Start of Data shown

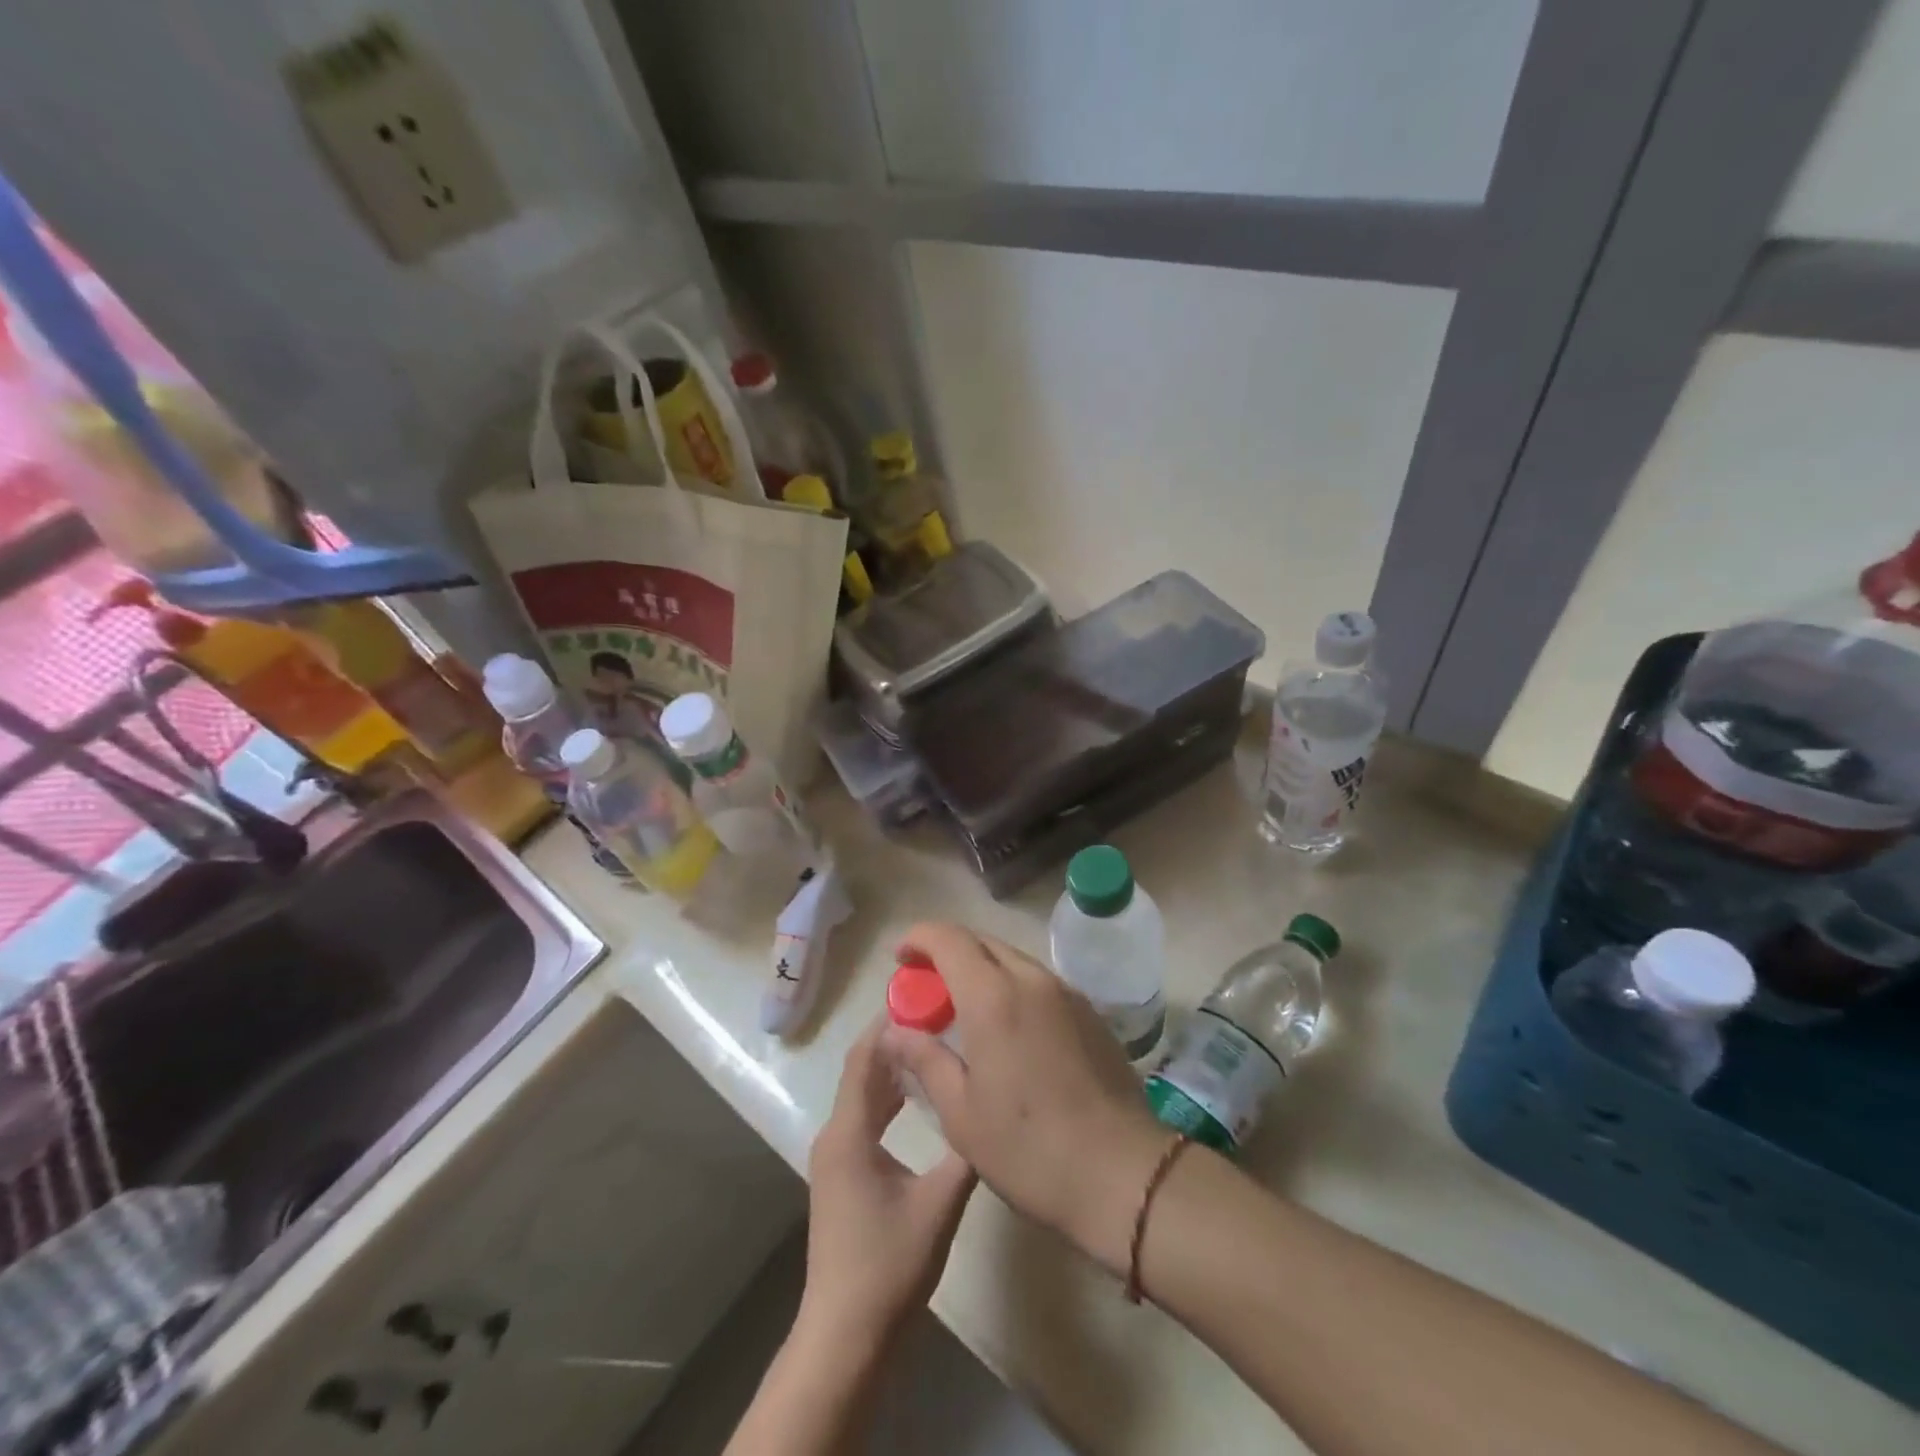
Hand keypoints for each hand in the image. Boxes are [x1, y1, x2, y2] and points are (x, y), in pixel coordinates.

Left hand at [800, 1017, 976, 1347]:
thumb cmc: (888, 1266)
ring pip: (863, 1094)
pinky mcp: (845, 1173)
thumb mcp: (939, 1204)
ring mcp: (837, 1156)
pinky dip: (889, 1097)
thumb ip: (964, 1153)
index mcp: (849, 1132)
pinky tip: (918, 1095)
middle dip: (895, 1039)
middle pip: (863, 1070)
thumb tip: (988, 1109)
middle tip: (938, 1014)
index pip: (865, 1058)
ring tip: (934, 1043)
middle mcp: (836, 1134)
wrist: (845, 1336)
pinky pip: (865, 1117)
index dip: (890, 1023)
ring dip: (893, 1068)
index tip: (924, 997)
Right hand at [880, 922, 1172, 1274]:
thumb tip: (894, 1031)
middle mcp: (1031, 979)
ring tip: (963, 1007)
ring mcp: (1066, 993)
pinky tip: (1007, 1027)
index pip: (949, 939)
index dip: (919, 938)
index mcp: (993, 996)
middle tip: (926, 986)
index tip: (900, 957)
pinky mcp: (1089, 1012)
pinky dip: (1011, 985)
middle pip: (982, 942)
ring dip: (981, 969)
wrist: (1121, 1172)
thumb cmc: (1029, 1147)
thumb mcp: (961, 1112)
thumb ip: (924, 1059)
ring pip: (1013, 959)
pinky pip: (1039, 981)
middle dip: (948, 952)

End of Data shown
Start of Data shown

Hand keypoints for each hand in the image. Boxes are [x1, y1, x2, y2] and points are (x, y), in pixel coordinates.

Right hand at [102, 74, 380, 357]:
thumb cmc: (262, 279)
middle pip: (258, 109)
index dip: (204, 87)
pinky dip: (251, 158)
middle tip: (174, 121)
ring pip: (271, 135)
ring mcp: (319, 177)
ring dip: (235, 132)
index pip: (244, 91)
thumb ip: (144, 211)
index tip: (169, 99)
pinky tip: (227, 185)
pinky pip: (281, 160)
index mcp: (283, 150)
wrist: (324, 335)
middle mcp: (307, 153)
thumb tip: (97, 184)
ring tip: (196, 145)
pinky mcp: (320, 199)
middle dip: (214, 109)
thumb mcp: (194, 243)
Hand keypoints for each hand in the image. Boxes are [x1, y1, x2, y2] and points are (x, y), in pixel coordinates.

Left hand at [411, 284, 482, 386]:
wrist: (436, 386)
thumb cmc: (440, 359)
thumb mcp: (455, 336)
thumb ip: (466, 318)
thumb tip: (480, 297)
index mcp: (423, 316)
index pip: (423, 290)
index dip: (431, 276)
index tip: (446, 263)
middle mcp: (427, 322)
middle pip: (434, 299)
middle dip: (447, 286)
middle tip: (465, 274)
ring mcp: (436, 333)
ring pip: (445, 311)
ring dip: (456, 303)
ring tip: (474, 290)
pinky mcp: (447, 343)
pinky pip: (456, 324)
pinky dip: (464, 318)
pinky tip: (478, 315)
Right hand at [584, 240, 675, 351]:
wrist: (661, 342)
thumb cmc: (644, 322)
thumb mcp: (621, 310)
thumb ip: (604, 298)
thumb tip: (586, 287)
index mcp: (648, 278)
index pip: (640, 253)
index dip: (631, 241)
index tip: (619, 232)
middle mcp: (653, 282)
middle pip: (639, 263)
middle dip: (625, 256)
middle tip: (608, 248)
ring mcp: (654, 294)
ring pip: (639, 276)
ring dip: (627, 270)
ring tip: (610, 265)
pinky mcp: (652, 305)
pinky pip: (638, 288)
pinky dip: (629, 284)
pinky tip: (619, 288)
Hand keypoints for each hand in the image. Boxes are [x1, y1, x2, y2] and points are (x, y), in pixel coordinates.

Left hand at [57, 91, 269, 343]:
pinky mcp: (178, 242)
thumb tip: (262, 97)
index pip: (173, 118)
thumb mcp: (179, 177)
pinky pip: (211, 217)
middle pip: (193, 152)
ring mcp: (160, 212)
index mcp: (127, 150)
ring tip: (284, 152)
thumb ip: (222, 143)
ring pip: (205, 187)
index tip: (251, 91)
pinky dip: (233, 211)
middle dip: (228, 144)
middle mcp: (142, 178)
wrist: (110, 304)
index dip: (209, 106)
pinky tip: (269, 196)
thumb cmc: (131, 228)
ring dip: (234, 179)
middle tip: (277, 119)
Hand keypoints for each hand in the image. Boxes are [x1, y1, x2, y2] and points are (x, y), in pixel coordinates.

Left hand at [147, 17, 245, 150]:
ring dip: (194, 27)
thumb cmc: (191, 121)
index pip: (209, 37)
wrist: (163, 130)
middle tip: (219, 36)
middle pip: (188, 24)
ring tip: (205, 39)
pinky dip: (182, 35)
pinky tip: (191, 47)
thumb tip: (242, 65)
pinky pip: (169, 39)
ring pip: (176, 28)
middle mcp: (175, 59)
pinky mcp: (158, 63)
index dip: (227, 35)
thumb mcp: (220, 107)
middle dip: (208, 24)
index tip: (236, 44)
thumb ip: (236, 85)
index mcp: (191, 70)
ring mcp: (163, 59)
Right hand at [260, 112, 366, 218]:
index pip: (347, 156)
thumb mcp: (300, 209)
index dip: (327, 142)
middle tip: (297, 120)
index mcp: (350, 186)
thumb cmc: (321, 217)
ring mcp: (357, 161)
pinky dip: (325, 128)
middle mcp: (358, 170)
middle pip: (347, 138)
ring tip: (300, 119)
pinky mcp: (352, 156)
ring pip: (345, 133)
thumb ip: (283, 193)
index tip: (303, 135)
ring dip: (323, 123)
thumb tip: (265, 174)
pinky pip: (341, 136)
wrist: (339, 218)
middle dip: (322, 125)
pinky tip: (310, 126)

End of Data shown

# Assignment
Taking the entries above, print exactly the lines starting at the line with "ring mcp: (837, 1156)" and ending at the line with "middle dip: (948, 952)", both included.

# Solution to the problem
ring mcp: (837, 1156)
pinky dip: (889, 1097)
thumb ip: (964, 1153)
index mcp: (849, 1132)
pinky tip: (918, 1095)
middle dip: (895, 1039)
middle pip: (863, 1070)
thumb tip: (988, 1109)
middle tip: (938, 1014)
index pip: (865, 1058)
ring tip: (934, 1043)
middle mcp: (836, 1134)
wrist: (845, 1336)
pinky pip: (865, 1117)
index dip: (890, 1023)
ring dip: (893, 1068)
index tip: (924, 997)
Right hand at [880, 922, 1172, 1274]:
thumb tip: (894, 1031)
middle mcp: (1031, 979)
ring tip: (963, 1007)
ring mcp: (1066, 993)
pinky tip: (1007, 1027)
index pip: (949, 939)
index dip: (919, 938)
index mcp: (993, 996)
middle tip: (926, 986)
index tip: (900, 957)
pinky mcp: (1089, 1012)
pinky dip: (1011, 985)
middle pip: (982, 942)
ring dip: (981, 969)
wrist: (1121, 1172)
thumb cmc: (1029, 1147)
thumb mcp: (961, 1112)
thumb ip: (924, 1059)
ring pip: (1013, 959)
pinky pip: (1039, 981)
middle dip: (948, 952)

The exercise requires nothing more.